Позднее, когда меня на Урале уже не было, христиане решили отметить свою Пасху снаружи, благо погода позволяла устроить пикник. Разогнать христиан ментам не удалось (те не поддавались на запугивание), и тогда поблизости заработала ассенизационная машина, чтобы испортить трапезу смрадом.
Менты свирепствовали все злее, но все мы чувствовали, что снаружи что-то меняется. Рассказывали о настоящем духовном бунте на съезде писателей Украины. Даже сам Малышко во всеуслышание объявил ассимиляцию украинского народа фашистской идеей. Вскоре он умер при загадочных обстоятельствах. А ведь в организацию писателей – очень жесткий отбор. В сталинских застенках погибло во много раз больше украинских писателей, чем на фронтах 2-й мировой войны. Выкорчевывали поголовно, заменяя верными янычарами.
* * *
В лагере пошла мода писать жалобы. Мол, хоть и толку мало, зато ментам работы прибавится: любые липовые письменные объяснения давать труднее, чем бить баклуши.
Менты, со своей стороны, начали мстить, рассматривать каждую жалобу как акцию протеста.
Я написал жалобу о воде, которой даже мыться было невозможно. На раковине от нее оставался темный слизистый налет, она пахла болотом. В бане, где мы стирали свое белье, вода оставляла на нем несмываемые ржавые пятна. Поговаривали, что она еще и радиоактивна, так как где-то близко есть урановые рудники.
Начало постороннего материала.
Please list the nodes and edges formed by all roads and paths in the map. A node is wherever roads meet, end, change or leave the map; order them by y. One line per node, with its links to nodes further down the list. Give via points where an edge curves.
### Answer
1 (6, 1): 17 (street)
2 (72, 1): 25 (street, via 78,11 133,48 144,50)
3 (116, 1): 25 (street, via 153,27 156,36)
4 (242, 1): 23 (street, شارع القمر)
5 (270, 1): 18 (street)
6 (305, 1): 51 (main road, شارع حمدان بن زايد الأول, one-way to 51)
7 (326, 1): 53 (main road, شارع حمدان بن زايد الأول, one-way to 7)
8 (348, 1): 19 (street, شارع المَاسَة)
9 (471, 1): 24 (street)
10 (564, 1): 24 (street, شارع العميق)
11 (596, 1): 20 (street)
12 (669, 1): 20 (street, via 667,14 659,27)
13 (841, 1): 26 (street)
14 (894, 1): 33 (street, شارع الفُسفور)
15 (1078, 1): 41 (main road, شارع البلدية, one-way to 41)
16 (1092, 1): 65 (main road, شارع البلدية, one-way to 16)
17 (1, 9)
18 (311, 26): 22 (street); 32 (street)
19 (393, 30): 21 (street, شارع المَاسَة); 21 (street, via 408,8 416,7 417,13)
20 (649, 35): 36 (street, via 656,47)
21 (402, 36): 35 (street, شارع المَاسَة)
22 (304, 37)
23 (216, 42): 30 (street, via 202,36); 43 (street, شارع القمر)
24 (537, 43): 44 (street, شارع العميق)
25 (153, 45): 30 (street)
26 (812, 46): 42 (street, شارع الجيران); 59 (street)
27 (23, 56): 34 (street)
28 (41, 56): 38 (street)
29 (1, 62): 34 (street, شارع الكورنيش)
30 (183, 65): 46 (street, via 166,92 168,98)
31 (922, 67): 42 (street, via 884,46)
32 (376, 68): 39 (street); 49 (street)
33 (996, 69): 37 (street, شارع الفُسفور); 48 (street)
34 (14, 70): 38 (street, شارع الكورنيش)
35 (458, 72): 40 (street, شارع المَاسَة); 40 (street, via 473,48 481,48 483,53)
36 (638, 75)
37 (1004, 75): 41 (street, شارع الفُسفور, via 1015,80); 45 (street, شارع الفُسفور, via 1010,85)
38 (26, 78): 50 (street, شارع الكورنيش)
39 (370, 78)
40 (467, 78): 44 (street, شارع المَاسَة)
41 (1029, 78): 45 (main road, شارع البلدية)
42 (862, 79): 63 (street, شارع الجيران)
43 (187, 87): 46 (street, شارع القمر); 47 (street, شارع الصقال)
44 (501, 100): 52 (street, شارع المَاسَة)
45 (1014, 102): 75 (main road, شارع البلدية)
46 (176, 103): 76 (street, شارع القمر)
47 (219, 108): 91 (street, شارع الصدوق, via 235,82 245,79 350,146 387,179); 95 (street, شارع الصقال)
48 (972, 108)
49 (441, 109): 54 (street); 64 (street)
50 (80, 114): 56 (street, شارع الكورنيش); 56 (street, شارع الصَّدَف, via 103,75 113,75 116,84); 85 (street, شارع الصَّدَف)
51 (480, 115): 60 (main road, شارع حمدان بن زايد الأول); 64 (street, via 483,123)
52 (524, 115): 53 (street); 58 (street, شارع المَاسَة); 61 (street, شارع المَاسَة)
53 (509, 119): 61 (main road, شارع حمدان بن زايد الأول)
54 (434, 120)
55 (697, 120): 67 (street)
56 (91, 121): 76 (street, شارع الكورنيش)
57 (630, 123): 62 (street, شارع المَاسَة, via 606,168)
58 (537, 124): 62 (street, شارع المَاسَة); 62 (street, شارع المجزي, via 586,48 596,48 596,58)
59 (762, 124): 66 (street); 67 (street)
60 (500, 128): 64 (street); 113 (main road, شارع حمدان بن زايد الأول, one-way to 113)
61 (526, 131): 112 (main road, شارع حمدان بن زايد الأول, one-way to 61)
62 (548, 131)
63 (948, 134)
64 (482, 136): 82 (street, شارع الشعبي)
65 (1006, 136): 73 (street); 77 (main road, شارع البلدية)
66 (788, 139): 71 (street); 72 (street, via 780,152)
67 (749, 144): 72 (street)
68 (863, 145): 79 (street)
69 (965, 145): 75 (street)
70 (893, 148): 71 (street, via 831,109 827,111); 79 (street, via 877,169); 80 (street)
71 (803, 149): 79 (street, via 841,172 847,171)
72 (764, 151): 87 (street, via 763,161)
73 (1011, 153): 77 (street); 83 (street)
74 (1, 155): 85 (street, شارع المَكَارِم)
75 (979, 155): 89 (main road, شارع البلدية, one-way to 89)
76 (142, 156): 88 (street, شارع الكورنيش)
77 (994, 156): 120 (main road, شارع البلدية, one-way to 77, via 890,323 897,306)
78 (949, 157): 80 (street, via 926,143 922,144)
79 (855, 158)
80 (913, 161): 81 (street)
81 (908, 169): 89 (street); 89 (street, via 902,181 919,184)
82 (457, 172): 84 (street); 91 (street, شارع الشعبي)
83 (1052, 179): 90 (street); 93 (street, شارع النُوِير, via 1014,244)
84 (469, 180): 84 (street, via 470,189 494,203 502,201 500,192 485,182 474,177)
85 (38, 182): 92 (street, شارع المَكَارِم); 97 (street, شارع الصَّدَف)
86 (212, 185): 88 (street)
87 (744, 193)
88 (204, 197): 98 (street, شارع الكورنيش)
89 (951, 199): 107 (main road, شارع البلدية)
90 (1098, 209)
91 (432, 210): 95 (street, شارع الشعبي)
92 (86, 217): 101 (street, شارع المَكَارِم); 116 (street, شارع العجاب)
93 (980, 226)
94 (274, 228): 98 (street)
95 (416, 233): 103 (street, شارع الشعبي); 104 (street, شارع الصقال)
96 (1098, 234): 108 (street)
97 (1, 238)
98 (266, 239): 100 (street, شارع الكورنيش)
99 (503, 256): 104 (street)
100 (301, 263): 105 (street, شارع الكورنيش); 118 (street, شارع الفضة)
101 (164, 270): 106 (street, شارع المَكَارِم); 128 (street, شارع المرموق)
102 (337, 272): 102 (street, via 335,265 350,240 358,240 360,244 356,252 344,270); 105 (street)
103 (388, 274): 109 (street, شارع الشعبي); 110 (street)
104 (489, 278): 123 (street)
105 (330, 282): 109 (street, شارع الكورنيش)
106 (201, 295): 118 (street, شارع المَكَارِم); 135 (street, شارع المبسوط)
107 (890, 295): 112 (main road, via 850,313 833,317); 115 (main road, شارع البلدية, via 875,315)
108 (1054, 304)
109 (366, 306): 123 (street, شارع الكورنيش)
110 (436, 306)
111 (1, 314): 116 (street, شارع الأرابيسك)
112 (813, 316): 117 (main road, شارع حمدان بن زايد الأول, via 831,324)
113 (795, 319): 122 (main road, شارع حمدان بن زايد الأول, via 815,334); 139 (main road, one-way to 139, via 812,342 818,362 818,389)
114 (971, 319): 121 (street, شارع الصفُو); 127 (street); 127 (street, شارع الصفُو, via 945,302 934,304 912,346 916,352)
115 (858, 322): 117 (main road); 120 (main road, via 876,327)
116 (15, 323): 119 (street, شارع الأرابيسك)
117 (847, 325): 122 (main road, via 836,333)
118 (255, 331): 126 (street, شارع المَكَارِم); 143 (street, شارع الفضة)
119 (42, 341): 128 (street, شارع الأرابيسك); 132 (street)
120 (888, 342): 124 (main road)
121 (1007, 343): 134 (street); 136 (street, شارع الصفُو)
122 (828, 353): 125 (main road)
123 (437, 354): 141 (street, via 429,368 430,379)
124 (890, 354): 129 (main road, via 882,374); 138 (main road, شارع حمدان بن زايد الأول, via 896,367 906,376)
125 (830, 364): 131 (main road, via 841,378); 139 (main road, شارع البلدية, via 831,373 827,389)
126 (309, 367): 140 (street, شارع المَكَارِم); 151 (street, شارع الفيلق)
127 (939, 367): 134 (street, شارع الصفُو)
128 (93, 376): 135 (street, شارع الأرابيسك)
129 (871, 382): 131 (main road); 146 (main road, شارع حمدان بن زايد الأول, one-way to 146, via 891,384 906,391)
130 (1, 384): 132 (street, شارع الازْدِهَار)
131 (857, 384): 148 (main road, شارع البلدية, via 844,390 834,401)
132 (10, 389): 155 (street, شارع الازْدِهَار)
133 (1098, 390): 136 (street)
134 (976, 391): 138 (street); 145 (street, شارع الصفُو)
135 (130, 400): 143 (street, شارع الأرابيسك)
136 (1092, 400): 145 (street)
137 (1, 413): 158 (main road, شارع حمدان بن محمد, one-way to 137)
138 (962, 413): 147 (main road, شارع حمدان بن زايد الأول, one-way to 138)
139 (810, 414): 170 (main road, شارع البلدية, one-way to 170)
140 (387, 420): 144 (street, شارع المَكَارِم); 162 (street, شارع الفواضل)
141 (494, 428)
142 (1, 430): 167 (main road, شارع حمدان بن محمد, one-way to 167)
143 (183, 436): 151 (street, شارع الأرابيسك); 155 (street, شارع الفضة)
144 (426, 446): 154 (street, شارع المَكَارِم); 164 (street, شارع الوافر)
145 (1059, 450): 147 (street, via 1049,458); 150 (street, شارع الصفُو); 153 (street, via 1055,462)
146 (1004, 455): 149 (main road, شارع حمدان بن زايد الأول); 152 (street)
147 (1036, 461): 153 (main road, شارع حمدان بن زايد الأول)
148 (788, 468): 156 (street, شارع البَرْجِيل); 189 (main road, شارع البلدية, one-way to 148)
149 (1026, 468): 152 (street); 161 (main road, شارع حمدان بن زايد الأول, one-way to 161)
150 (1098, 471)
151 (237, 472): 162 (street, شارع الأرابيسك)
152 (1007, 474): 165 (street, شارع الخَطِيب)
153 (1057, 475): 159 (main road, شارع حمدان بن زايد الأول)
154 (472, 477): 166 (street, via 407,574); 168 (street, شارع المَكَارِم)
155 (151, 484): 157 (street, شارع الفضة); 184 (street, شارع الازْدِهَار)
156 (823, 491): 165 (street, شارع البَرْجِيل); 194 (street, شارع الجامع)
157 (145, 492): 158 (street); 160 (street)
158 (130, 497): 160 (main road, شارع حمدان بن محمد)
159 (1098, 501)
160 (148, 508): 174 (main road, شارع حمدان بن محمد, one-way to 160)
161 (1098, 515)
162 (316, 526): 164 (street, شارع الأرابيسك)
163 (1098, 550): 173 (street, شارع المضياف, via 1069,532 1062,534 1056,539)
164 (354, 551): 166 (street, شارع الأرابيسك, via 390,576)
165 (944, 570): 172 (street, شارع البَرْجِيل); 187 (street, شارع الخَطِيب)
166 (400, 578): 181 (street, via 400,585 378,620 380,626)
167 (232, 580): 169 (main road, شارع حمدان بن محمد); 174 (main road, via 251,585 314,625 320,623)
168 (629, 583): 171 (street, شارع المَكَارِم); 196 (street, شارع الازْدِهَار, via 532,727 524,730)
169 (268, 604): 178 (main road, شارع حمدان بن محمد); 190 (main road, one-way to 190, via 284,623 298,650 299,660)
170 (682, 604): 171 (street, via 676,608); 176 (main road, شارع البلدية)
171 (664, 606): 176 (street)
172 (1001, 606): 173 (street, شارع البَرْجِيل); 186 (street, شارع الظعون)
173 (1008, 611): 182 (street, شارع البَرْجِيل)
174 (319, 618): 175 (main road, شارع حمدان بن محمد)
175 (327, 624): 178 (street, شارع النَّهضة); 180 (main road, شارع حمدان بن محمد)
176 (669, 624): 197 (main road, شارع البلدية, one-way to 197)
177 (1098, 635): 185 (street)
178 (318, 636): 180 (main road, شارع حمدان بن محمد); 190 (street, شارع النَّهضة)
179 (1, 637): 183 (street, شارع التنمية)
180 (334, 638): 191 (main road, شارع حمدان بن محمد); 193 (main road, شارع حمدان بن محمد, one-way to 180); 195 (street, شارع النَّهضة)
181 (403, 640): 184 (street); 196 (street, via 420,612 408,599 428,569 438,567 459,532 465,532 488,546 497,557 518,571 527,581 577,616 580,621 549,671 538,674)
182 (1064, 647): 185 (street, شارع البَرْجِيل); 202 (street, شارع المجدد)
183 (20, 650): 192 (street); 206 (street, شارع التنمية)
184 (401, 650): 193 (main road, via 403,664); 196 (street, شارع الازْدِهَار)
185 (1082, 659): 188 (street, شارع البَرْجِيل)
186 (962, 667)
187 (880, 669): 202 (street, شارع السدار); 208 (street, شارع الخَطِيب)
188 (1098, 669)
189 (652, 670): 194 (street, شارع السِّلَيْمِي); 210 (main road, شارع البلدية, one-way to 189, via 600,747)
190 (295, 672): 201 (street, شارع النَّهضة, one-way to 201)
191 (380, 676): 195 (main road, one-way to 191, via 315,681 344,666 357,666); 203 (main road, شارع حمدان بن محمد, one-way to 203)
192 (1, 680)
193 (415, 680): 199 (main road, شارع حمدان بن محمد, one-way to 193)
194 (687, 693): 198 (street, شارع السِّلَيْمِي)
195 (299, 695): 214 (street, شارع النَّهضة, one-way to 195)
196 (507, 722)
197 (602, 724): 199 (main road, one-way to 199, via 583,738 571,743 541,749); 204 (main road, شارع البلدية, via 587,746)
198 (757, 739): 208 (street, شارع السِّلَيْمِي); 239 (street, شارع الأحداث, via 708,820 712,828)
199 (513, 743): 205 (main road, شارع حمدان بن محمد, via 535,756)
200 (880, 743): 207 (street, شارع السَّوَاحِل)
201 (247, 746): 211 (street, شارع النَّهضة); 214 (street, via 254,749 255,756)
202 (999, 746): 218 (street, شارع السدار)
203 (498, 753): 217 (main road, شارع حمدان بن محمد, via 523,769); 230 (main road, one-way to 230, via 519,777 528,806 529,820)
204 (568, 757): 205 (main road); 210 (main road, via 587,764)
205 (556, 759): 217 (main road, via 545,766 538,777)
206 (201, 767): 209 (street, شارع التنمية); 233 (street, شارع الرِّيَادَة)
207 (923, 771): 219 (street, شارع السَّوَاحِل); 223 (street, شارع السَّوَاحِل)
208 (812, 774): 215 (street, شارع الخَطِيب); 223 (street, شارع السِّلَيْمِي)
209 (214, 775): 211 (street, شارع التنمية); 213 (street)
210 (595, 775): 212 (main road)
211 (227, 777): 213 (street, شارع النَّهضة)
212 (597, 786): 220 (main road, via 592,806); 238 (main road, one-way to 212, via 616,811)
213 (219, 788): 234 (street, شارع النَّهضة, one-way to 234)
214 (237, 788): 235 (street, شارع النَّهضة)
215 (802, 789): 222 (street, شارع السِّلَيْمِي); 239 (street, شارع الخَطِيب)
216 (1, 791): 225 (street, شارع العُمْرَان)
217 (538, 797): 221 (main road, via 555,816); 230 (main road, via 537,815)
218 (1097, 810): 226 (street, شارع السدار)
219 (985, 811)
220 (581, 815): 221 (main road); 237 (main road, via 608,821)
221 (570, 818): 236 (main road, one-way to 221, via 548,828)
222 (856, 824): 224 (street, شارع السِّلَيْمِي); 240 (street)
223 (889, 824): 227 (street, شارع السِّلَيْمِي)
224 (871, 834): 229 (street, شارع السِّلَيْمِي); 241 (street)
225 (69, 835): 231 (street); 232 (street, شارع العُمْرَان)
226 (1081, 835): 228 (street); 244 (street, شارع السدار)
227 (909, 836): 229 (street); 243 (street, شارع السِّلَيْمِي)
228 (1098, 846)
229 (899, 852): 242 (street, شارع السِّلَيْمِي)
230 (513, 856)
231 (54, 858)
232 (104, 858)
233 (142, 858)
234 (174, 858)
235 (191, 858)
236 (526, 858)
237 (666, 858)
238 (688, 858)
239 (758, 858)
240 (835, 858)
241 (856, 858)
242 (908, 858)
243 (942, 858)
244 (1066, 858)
Меня вызвал к себе начальник лагеря Котов – беседовать о жалобе. Когда-то, сразу после нашего приезда, начальство было настолько дико и необразованно, что наказывало зеков за употребляемые в жалобах слова «нюансы», «пенитенциарная система» и пр., принимая их за ругательства. Даже «высшее юридическое образование» не помогало им разобраться в таких тонкостях. Теперь «цивилизовавшийся» Котов предложил мне просто не отправлять жалобы, а забрать их обратно. Я отказался. (Кстати, позже неоднократно приезжали комиссии, проверяли воду, признавали ее негодной, и… все оставалось по-старому.)